··· DATA TO USE

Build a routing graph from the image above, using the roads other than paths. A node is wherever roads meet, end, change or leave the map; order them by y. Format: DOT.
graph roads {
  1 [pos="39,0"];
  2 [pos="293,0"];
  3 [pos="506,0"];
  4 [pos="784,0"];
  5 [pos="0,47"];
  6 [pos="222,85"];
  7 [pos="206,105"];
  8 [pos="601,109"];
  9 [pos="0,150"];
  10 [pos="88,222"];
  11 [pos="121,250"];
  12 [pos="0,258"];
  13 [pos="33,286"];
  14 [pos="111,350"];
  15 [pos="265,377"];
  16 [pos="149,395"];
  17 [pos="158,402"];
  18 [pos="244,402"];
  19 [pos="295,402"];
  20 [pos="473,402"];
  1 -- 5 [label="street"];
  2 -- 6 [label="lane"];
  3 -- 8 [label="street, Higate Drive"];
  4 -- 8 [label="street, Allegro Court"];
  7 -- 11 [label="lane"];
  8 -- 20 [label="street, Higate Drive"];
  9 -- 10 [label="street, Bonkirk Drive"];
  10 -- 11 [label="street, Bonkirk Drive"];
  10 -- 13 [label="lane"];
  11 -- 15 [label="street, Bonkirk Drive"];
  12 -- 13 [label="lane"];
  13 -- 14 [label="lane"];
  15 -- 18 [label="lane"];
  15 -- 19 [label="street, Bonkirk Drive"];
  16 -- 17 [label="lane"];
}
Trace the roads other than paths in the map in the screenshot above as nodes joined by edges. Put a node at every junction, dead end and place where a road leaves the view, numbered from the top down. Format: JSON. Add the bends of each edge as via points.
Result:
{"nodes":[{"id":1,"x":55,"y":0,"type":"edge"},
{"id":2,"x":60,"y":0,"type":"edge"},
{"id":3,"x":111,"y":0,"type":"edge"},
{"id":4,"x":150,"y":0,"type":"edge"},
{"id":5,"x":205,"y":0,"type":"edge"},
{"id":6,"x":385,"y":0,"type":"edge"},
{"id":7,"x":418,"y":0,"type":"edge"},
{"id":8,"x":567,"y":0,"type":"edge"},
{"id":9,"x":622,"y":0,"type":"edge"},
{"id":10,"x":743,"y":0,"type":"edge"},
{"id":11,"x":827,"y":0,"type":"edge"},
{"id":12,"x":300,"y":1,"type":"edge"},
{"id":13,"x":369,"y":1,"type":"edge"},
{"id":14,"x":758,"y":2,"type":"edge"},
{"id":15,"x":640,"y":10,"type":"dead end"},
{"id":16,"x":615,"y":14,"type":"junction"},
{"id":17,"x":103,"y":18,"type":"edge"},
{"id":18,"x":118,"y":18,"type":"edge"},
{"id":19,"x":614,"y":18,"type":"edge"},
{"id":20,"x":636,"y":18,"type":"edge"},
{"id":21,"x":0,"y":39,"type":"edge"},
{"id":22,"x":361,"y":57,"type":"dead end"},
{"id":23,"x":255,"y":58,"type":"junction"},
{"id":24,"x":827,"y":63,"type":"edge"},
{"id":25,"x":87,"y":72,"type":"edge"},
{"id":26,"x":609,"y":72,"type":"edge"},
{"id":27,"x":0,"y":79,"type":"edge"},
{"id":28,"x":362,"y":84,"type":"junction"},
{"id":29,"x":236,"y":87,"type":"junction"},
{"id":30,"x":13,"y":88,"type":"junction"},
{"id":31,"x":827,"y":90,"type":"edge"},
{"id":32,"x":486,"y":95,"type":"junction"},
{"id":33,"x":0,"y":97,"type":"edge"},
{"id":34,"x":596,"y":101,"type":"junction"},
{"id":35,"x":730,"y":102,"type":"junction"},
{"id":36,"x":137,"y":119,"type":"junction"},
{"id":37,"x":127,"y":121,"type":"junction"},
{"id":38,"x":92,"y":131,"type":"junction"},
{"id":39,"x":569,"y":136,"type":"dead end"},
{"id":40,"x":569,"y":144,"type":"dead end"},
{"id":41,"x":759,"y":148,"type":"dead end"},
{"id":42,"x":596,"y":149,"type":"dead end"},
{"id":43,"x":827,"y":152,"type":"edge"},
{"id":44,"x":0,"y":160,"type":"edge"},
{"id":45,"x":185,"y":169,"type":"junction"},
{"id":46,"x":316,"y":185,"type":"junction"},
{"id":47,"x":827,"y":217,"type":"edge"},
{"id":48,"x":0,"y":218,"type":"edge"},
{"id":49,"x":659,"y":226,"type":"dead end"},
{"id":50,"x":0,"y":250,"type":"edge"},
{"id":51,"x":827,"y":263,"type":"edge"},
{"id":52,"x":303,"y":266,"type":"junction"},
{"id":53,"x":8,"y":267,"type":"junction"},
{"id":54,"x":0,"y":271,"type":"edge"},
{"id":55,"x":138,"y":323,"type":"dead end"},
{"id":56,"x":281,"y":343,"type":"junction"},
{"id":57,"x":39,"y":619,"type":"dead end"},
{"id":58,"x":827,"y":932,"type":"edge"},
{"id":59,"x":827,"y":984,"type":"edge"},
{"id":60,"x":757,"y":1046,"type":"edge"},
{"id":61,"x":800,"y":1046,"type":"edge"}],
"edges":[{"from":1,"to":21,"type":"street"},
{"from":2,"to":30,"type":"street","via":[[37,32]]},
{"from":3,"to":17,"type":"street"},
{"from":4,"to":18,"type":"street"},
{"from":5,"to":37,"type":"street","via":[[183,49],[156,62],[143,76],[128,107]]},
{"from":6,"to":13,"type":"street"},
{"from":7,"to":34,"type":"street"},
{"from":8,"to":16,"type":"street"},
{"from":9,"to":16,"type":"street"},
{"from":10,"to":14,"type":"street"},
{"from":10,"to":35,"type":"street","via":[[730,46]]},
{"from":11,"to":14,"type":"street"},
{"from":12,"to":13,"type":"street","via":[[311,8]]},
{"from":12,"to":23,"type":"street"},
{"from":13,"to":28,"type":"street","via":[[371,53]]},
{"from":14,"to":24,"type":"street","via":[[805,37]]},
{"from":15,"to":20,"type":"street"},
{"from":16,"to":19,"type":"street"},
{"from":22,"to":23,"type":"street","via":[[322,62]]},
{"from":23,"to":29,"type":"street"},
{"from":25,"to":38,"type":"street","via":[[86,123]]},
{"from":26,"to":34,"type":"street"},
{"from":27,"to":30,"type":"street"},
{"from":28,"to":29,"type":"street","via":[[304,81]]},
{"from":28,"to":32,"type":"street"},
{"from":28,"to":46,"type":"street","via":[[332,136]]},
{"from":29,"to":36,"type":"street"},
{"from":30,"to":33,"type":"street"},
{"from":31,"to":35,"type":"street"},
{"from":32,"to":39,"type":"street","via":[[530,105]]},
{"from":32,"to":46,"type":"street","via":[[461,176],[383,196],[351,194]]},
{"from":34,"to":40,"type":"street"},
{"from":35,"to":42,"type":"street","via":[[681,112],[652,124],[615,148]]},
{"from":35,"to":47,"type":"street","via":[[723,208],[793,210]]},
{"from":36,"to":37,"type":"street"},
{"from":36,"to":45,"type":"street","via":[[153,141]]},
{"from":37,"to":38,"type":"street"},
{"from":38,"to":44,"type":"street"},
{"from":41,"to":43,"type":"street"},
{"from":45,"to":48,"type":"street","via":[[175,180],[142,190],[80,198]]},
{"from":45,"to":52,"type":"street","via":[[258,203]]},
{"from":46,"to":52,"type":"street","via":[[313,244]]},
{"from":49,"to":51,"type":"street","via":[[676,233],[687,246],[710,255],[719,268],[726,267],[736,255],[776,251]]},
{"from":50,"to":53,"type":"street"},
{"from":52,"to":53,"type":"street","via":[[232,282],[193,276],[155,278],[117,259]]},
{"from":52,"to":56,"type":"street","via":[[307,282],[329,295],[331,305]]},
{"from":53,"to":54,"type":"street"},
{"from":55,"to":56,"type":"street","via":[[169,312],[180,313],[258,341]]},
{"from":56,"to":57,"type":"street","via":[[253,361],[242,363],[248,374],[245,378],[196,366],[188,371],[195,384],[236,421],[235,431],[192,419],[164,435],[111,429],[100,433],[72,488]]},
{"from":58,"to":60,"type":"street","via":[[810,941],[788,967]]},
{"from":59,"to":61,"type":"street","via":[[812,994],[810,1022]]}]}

······

• WHAT YOU SHOULD DO:
Search the data for the word "above" and copy each line where it appears.

• SOLUTION TO THIS TASK:
Build a routing graph from the image above, using the roads other than paths. A node is wherever roads meet, end, change or leave the map; order them by y. Format: DOT.
Trace the roads other than paths in the map in the screenshot above as nodes joined by edges. Put a node at every junction, dead end and place where a road leaves the view, numbered from the top down. Format: JSON. Add the bends of each edge as via points.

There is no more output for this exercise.